_EXERCISE DESCRIPTION_
Where does the string "Avenida" appear? Copy every line of the entries below that holds it.

_GIVEN RECORDS_

▬▬▬▬▬▬

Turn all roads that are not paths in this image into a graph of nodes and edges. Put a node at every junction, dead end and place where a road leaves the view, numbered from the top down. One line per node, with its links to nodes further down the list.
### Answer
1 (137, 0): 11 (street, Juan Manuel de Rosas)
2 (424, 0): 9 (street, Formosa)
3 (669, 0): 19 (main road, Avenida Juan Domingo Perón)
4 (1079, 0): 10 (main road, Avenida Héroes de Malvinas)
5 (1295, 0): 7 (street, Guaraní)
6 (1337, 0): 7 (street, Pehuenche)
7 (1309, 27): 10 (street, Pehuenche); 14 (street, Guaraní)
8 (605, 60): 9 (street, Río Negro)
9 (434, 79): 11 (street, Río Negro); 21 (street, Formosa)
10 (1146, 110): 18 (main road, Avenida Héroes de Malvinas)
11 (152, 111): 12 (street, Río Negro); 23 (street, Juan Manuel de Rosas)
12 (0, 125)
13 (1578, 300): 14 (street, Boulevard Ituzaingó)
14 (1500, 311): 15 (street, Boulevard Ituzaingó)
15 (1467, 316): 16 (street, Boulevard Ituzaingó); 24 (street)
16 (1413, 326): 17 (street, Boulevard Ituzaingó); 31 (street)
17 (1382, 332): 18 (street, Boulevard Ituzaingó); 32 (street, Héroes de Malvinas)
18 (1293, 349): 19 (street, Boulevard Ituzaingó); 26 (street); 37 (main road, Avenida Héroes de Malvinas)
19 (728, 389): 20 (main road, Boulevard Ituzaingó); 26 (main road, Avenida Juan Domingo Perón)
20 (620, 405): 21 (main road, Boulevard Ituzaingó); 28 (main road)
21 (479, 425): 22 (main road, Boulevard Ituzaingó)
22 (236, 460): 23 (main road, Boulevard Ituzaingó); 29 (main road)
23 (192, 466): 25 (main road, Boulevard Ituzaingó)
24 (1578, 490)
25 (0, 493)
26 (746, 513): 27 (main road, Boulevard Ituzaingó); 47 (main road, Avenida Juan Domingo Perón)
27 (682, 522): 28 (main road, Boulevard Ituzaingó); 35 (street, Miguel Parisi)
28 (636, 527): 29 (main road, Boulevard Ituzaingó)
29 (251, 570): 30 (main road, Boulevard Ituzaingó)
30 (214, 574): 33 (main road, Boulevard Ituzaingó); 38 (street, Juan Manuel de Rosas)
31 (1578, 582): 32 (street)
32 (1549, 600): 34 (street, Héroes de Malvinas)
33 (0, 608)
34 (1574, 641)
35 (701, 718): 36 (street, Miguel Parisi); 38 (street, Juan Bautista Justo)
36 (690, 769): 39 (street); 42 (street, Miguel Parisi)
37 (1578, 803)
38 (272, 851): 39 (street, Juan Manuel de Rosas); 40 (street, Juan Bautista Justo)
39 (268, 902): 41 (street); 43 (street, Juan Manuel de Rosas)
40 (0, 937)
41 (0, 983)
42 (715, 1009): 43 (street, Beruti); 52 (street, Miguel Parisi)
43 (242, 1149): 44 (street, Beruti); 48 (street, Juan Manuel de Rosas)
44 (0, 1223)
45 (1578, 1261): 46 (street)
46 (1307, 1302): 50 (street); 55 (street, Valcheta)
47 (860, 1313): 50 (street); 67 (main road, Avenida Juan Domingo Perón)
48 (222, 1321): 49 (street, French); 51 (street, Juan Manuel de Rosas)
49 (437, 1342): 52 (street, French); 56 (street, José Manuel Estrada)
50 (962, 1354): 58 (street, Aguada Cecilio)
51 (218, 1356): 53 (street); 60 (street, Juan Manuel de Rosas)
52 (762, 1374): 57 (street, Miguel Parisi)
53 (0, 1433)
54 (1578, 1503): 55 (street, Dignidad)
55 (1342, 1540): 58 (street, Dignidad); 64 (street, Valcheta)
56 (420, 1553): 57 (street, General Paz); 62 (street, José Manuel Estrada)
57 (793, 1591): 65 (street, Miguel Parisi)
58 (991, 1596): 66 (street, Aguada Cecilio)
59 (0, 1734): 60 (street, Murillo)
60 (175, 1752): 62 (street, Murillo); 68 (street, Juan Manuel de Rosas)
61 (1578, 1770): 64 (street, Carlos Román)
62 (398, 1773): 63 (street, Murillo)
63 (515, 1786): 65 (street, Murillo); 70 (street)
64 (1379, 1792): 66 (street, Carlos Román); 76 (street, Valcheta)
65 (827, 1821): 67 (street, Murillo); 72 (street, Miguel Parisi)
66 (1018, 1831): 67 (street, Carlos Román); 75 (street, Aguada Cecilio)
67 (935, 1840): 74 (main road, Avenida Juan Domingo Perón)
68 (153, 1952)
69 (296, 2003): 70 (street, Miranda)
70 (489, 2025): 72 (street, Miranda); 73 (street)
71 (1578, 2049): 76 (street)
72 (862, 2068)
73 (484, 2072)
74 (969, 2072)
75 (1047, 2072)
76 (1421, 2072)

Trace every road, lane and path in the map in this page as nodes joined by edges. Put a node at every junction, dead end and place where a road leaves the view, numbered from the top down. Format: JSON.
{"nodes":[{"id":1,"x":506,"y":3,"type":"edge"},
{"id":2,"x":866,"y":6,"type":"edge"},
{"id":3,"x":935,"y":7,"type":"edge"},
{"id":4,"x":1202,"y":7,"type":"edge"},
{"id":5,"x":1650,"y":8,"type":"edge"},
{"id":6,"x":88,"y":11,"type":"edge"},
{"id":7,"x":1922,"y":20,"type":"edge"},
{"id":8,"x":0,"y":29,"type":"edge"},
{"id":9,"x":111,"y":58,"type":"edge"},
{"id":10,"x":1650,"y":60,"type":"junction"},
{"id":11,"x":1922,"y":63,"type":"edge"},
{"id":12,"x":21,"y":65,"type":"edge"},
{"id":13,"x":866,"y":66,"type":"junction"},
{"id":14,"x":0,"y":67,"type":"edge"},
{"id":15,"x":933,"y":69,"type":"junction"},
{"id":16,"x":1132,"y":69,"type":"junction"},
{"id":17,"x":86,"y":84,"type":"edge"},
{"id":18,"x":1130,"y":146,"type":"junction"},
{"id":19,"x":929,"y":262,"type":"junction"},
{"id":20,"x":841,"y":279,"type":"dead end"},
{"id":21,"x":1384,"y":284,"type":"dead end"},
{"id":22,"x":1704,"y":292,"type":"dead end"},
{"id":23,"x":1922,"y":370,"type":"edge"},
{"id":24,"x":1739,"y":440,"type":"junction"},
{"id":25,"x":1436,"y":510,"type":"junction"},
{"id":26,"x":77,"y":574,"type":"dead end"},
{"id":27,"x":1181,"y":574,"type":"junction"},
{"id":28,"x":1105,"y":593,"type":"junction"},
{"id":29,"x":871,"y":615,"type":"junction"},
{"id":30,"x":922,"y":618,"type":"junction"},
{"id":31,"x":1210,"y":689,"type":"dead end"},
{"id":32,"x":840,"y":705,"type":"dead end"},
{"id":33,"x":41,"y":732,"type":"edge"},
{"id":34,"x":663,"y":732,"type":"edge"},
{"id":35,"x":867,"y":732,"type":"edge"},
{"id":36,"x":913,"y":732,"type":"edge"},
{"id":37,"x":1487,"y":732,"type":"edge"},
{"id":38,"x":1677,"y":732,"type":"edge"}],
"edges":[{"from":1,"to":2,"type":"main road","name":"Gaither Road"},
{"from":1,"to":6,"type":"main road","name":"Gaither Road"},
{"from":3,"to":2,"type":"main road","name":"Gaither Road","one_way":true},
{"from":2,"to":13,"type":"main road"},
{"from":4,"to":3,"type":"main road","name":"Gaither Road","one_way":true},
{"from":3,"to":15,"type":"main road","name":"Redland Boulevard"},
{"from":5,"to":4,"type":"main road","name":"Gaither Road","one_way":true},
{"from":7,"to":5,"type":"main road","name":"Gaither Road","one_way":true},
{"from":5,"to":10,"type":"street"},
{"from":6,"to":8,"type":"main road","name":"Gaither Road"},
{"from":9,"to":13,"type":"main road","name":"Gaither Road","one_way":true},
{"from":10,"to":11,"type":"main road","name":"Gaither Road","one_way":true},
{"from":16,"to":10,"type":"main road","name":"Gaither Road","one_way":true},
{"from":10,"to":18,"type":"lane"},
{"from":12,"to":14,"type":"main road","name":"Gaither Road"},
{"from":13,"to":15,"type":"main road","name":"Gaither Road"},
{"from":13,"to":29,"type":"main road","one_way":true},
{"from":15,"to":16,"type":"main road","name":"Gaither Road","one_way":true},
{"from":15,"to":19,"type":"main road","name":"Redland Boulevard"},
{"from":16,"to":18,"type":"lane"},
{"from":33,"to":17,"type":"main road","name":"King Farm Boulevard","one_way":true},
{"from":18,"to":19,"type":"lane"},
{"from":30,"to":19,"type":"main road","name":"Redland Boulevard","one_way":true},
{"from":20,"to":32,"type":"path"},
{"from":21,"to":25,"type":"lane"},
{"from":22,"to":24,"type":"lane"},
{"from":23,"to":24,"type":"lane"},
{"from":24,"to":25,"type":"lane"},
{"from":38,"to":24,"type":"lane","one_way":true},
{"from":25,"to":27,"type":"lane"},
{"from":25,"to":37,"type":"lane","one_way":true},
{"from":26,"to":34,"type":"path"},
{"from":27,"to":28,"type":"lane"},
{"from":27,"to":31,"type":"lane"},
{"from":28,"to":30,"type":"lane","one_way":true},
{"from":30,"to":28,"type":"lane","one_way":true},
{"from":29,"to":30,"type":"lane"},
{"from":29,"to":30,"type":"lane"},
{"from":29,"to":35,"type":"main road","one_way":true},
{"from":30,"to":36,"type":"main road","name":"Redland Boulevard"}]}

▬▬▬▬▬▬

_REPLY_
3 (669, 0): 19 (main road, Avenida Juan Domingo Perón)
4 (1079, 0): 10 (main road, Avenida Héroes de Malvinas)
10 (1146, 110): 18 (main road, Avenida Héroes de Malvinas)
18 (1293, 349): 19 (street, Boulevard Ituzaingó); 26 (street); 37 (main road, Avenida Héroes de Malvinas)
19 (728, 389): 20 (main road, Boulevard Ituzaingó); 26 (main road, Avenida Juan Domingo Perón)
26 (746, 513): 27 (main road, Boulevard Ituzaingó); 47 (main road, Avenida Juan Domingo Perón)
47 (860, 1313): 50 (street); 67 (main road, Avenida Juan Domingo Perón)
67 (935, 1840): 74 (main road, Avenida Juan Domingo Perón)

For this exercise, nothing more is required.